#### [STORED DATA]
------------------------------------------------------------
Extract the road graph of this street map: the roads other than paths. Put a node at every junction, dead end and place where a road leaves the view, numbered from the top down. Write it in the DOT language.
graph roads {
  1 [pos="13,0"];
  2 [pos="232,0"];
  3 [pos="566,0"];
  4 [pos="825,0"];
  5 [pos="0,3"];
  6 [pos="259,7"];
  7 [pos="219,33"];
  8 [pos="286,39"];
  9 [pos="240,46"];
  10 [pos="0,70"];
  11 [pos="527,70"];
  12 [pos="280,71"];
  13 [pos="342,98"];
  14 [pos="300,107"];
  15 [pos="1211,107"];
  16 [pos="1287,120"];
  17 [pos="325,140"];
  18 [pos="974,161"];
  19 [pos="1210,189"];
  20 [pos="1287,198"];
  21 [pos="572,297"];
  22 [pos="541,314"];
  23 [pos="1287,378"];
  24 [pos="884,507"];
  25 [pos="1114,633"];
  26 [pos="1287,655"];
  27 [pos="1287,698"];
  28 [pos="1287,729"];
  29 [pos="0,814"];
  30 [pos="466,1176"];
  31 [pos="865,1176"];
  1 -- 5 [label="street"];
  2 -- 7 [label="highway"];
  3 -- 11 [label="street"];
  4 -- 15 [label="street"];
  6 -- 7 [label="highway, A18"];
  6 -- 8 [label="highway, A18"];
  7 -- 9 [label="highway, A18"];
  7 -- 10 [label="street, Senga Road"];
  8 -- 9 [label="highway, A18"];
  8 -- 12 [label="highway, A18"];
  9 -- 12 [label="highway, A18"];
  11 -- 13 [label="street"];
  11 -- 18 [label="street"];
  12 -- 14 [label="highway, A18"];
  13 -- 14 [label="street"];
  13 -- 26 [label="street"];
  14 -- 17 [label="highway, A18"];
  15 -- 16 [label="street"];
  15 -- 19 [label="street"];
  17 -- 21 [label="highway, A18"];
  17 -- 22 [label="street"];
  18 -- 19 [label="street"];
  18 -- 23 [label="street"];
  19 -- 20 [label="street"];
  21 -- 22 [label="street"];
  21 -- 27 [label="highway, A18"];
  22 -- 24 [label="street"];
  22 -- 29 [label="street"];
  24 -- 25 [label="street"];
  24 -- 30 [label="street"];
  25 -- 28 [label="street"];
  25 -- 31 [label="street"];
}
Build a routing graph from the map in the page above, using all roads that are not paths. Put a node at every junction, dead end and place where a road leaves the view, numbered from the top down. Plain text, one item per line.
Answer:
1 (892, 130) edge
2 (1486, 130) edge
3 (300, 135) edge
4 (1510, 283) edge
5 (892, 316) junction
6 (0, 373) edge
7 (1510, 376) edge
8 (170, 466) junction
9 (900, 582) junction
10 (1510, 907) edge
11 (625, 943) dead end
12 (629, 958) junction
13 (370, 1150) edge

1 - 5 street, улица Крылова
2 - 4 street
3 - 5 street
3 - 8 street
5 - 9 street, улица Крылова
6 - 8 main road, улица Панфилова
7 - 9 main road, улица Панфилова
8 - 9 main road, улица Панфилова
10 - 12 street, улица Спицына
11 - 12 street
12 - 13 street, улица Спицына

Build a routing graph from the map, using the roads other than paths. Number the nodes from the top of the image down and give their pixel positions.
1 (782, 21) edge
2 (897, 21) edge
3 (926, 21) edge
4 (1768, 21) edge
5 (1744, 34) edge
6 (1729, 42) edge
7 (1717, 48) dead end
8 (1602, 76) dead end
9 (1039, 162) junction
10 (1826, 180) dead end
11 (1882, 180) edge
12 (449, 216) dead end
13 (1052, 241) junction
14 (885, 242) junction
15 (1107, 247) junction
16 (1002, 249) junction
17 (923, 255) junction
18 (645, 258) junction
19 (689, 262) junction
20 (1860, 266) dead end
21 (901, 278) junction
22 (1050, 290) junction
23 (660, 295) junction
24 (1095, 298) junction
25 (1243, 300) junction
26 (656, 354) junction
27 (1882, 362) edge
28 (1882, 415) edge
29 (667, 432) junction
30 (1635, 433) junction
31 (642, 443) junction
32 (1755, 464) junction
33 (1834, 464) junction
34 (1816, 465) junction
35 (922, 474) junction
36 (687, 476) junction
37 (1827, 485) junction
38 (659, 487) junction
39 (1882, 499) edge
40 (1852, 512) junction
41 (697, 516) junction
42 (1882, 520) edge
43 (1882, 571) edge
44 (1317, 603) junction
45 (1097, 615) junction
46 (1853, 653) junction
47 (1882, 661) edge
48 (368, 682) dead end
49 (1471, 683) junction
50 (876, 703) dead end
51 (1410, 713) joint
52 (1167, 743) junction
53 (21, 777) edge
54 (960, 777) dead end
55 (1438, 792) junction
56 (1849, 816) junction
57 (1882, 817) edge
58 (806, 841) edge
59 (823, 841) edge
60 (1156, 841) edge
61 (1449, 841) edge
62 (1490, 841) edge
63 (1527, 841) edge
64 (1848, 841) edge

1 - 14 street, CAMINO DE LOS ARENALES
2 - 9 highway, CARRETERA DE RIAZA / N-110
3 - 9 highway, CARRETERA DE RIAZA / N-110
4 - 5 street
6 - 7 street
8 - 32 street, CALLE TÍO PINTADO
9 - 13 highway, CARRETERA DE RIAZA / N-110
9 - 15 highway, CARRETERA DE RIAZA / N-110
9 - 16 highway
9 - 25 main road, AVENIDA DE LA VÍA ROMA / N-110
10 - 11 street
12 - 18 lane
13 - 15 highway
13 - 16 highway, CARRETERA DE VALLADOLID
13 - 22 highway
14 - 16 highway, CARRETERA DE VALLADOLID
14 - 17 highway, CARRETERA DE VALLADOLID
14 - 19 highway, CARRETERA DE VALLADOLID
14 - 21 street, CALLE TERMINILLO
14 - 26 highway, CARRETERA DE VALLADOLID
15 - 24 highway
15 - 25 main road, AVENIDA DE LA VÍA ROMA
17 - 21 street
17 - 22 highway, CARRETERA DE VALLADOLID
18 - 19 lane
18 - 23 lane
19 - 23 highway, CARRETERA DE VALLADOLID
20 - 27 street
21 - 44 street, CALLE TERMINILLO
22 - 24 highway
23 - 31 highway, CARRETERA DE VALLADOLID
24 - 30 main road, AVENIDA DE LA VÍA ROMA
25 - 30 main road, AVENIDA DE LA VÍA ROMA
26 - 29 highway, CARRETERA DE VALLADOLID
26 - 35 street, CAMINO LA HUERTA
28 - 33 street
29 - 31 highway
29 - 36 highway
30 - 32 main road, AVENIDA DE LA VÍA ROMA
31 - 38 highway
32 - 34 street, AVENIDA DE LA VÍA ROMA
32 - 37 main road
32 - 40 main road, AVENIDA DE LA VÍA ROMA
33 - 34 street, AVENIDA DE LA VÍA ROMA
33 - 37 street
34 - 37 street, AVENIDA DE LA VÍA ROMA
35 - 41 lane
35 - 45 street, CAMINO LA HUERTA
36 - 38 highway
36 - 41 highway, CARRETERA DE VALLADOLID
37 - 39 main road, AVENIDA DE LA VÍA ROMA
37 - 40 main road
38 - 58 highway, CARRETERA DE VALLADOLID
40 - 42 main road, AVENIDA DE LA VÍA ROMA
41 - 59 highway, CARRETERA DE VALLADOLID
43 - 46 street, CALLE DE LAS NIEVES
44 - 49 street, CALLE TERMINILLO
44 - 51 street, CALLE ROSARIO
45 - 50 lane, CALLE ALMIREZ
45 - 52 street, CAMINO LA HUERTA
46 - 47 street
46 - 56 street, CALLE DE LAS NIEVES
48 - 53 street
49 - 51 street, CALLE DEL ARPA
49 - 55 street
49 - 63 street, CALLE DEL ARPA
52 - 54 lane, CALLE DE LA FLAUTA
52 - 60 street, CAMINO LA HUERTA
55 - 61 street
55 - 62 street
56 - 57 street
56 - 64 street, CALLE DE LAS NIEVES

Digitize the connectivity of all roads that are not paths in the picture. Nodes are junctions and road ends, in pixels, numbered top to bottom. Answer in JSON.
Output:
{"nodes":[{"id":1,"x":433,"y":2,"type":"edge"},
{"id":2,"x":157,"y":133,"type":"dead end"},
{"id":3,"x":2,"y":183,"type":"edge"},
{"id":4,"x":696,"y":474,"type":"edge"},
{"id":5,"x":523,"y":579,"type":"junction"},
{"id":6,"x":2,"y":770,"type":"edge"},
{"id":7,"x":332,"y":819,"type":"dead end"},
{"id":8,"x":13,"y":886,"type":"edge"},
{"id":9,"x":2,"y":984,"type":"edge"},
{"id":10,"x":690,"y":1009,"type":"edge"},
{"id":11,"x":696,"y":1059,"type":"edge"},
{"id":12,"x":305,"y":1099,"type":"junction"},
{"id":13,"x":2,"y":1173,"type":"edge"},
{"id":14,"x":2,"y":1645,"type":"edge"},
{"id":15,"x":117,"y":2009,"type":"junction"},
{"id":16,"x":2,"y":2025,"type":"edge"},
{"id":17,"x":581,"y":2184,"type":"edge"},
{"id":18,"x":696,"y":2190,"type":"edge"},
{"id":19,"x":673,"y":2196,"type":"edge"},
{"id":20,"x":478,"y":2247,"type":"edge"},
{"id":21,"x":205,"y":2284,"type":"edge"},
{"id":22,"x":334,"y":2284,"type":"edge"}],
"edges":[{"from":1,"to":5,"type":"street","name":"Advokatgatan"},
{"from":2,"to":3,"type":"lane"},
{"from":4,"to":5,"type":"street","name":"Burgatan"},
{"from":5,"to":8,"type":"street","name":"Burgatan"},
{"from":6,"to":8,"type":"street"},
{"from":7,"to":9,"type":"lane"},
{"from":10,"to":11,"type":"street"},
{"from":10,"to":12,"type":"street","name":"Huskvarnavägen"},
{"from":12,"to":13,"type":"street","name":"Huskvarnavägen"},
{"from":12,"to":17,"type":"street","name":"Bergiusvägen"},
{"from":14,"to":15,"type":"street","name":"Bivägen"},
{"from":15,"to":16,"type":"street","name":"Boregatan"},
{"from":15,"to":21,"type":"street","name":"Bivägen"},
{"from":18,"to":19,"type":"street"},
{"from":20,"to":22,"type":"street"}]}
------------------------------------------------------------
#### [WHAT YOU WILL DO]
Only a number is wanted here: how many lines above hold the string "that"?

#### [OUTPUT BELOW]
2